Cloud sandboxes fit when

  • The workload is code execution or browser automation with low data sensitivity.
  • Elastic capacity matters more than hardware ownership.
  • The audit trail can live in the sandbox provider's control plane.

Before cove

  • One long-lived Mac accumulates test residue.
  • Cleanup scripts become part of the trust boundary.
  • Cloud sandboxes are convenient but not acceptable for every dataset.
  • CI logs and screenshots scatter across unrelated systems.

With cove

  • Each run starts from named disk and VM state.
  • The isolation story is fork/restore, not best-effort deletion.
  • Mac workloads stay on customer-controlled Apple hardware.
  • Run manifests, events, stdout/stderr, and screenshots stay together.
Capabilities

How does this relate to Docker?

Docker remains the right default for Linux containers. cove covers a different part of the problem: workloads that need macOS state, native apps, installers, permissions, screenshots, files, browser sessions, and a VM child that can be discarded after the run. The product is fork/restore plus evidence on a real Mac.

Why not Tart, Lume, Anka, or Orka?

Those projects are serious Mac virtualization and orchestration systems. cove is not claiming broader fleet maturity today. The focused product is local, privacy-sensitive Mac execution with fork/restore, per-run evidence, and agent/eval ergonomics.

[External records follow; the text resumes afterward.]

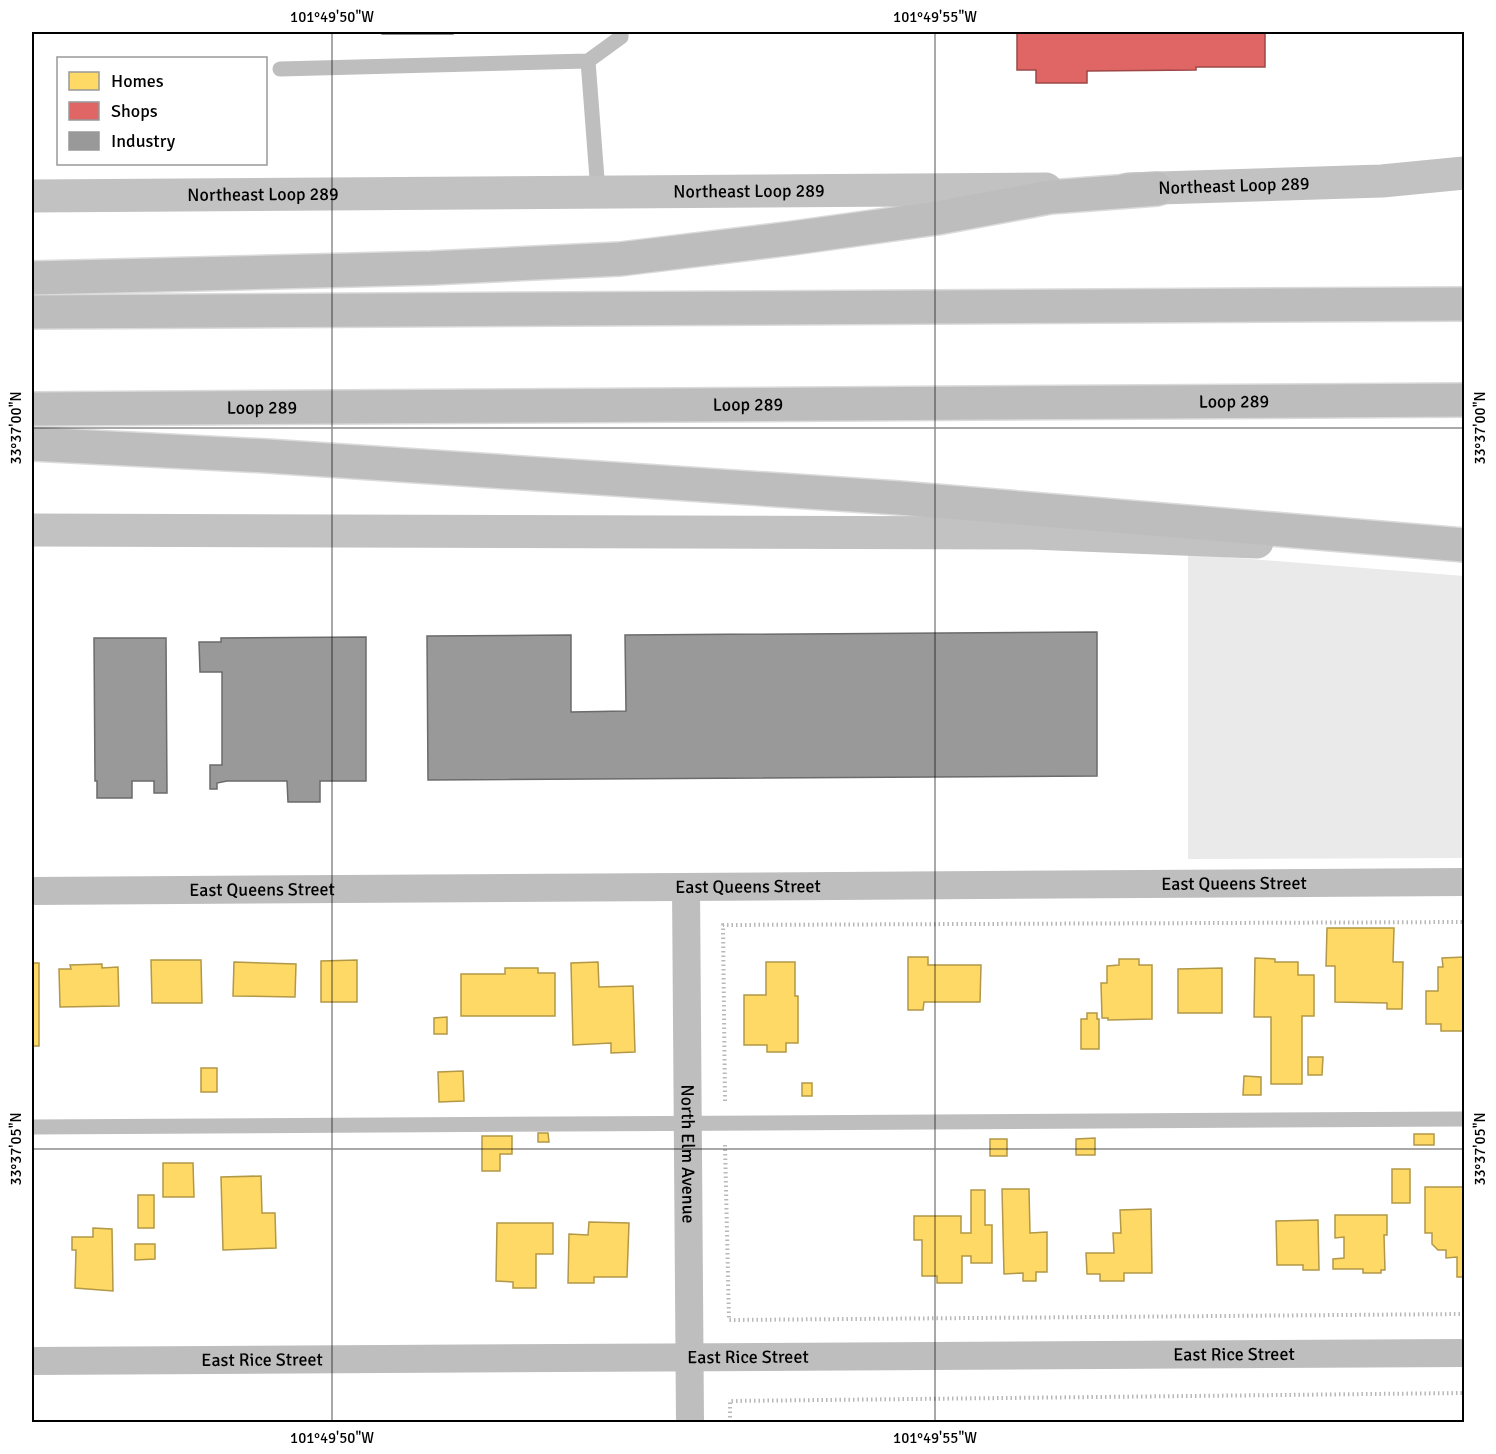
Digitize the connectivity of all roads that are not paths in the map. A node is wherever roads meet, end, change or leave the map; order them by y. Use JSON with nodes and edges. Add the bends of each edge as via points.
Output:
{"nodes":[{"id":1,"x":621,"y":32,"type":"edge"},
{"id":2,"x":588,"y":61,"type":"junction"},
{"id":3,"x":280,"y":69,"type":"dead end"},
{"id":4,"x":1464,"y":173,"type":"edge"},
{"id":5,"x":1157,"y":189,"type":"junction"},
{"id":6,"x":597,"y":192,"type":"junction"},
{"id":7,"x":32,"y":196,"type":"edge"},
{"id":8,"x":32,"y":278,"type":"edge"},
{"id":9,"x":1464,"y":304,"type":"edge"},
{"id":10,"x":32,"y":312,"type":"edge"},
{"id":11,"x":1464,"y":400,"type":"edge"},
{"id":12,"x":32,"y":409,"type":"edge"},
{"id":13,"x":32,"y":444,"type":"edge"},
{"id":14,"x":32,"y":530,"type":"edge"},
{"id":15,"x":1464,"y":547,"type":"edge"},
{"id":16,"x":1464,"y":882,"type":"edge"},
{"id":17,"x":686,"y":887,"type":"junction"},
{"id":18,"x":32,"y":891,"type":"edge"},
{"id":19,"x":1464,"y":1119,"type":"edge"},
{"id":20,"x":687,"y":1122,"type":"junction"},
{"id":21,"x":32,"y":1127,"type":"edge"},
{"id":22,"x":1464,"y":1353,"type":"edge"},
{"id":23,"x":689,"y":1357,"type":"junction"},
{"id":24,"x":32,"y":1361,"type":"edge"},
{"id":25,"x":690,"y":1422,"type":"edge"}],
"edges":[{"from":1,"to":2,"type":"lane","via":[[621,37]]},
{"from":2,"to":3,"type":"lane"},
{"from":2,"to":6,"type":"lane"},
{"from":4,"to":5,"type":"main road","name":"Northeast Loop 289","via":[[1382,181]]},
{"from":5,"to":6,"type":"main road","name":"Northeast Loop 289"},
{"from":5,"to":8,"type":"highway","via":[[1050,197],[937,218],[620,259]]},
{"from":6,"to":7,"type":"main road","name":"Northeast Loop 289"},
{"from":9,"to":10,"type":"highway"},
{"from":11,"to":12,"type":"highway","name":"Loop 289"},
{"from":13,"to":15,"type":"highway","via":[[899,498]]},
{"from":14,"to":15,"type":"main road","via":[[1008,533]]},
{"from":16,"to":17,"type":"street","name":"East Queens Street"},
{"from":17,"to":18,"type":"street","name":"East Queens Street"},
{"from":17,"to":20,"type":"street","name":"North Elm Avenue"},
{"from":19,"to":20,"type":"lane"},
{"from":20,"to":21,"type":"lane"},
{"from":20,"to":23,"type":"street","name":"North Elm Avenue"},
{"from":22,"to":23,"type":"street","name":"East Rice Street"},
{"from":23,"to":24,"type":"street","name":"East Rice Street"},
{"from":23,"to":25,"type":"street","name":"North Elm Avenue"}]}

Why not just run the agent in the cloud?

For low-sensitivity browser or code work, cloud sandboxes are often the right answer. cove is for money, healthcare, legal, enterprise desktop, CI secret, and native Mac workflows where credentials, screenshots, local files, and logs are part of the trust boundary.

Is cove a fleet platform?

Not yet. The shipped claim is a local Mac runtime with fork/restore, guest control, private CI support, and run artifacts. Public registry, signed distribution, fleet scheduling, and a v1 launch remain gated.

cove is built for the moment an agent needs a real Mac and the operator needs a reset button they can trust.

cove is the local Mac runtime under the Caletta stack. skiff uses the same local-first posture for agent policy and network control; cove supplies the disposable Mac when the payload needs a real machine.